Or turn into a mishmash



Michelle Grattan should know better than to publish stuff like this. After almost four decades in Canberra you have no excuse for getting caught up in the flaky hype and bullshit from people with no sense of history nor any principle to carry them forward.
DAY-TO-DAY perceptions of politics can change with great speed, indeed sometimes faster than the reality, perhaps because media scrutiny is so intense.
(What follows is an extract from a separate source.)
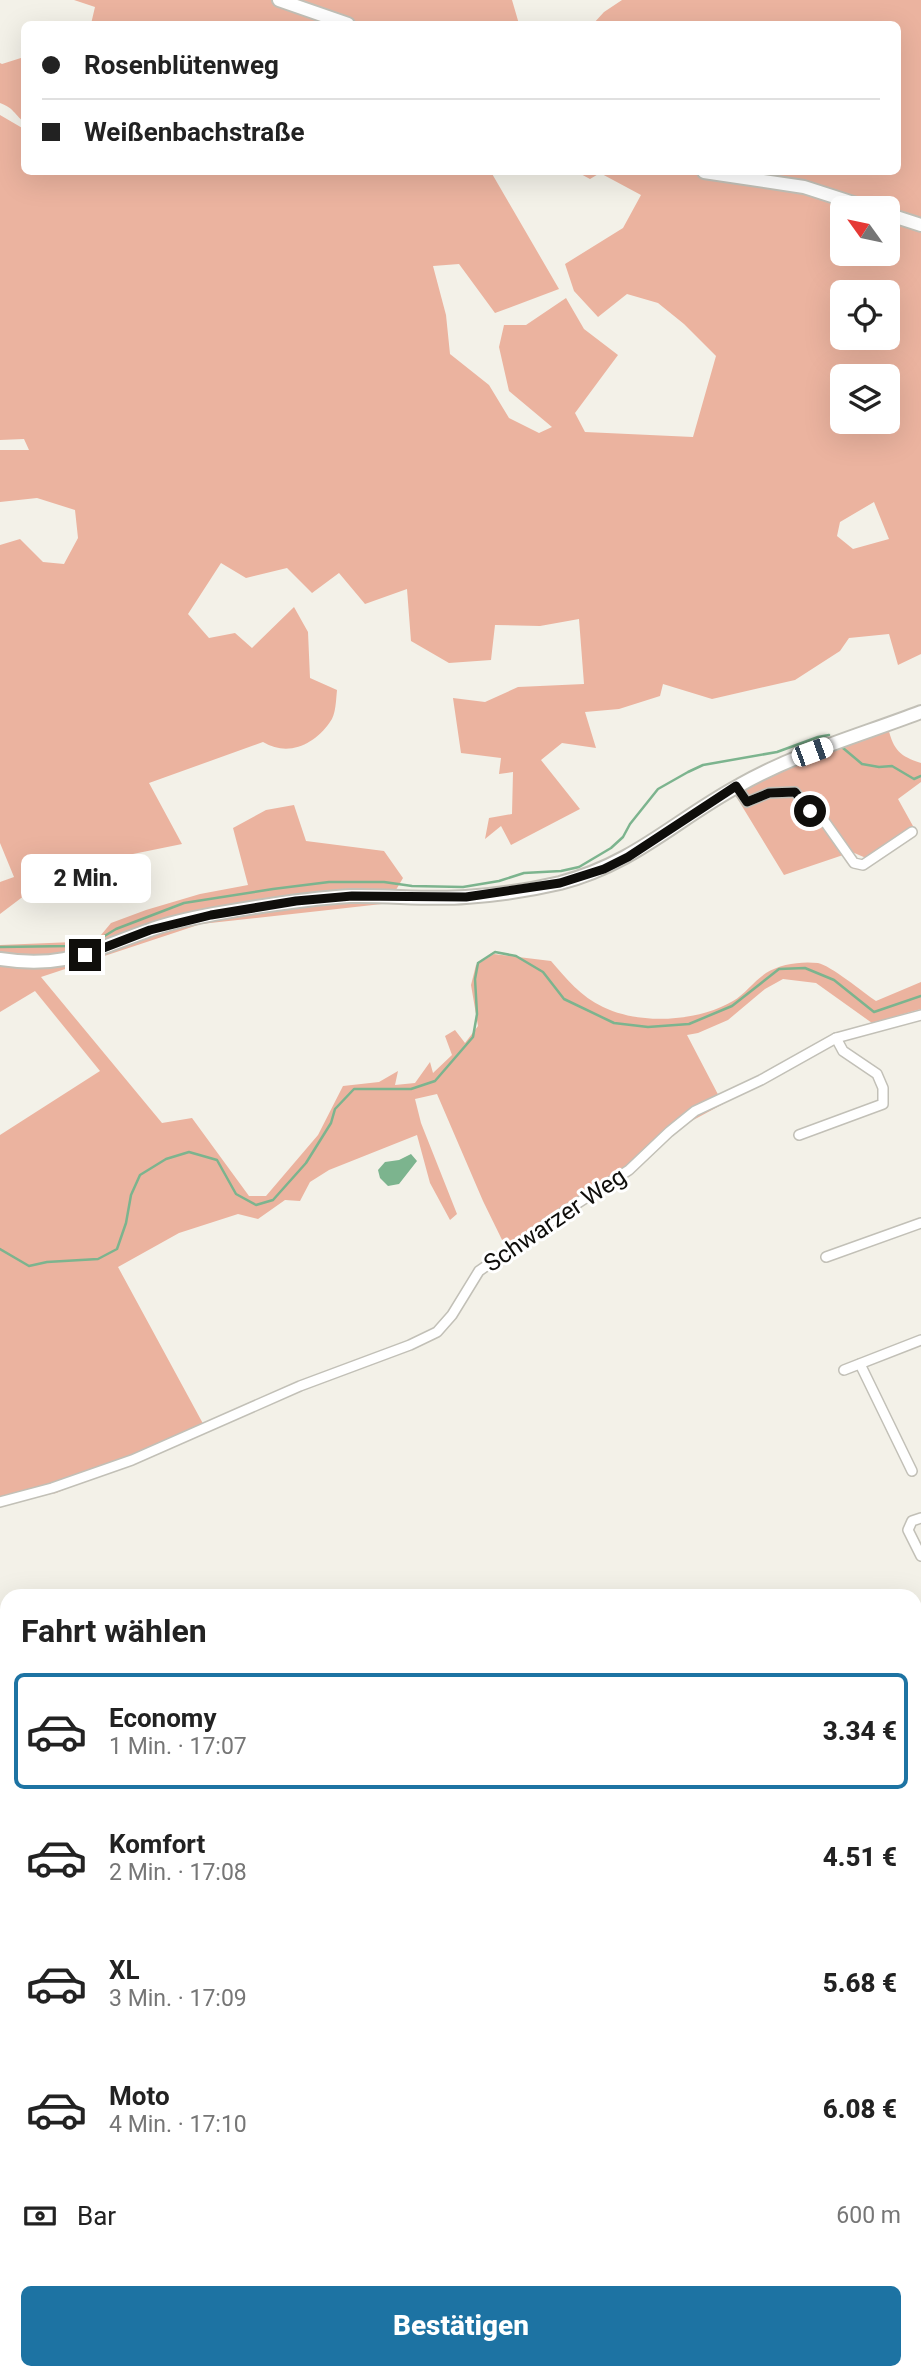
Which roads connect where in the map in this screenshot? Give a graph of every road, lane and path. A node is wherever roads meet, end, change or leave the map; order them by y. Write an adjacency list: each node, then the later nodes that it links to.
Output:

Presumably (hopefully) the "reality" referred to here is the perceptions among the voting public, and alignment with (and shaping of) that reality should be the goal of both politicians and journalists. This might take the "intensity" away from things that don't matter very much. If you've been there long enough to see real crises (like 1975 the foreign exchange crisis of 1984; or the political responses to September 11, the Bali bombing and the Iraq war) you should have no truck with non-events like Gippsland or Iguana. The whole value-add of a seasoned political reporter is maintaining that focus on issues that do matter.
South Australian Premier Mike Rann is defining Mayo as the safest of safe Liberal seats. Admittedly it is on 7.1%, but you'd normally expect Labor to offer voters a choice. That the ALP is even contemplating not running suggests it is feeling risk-averse.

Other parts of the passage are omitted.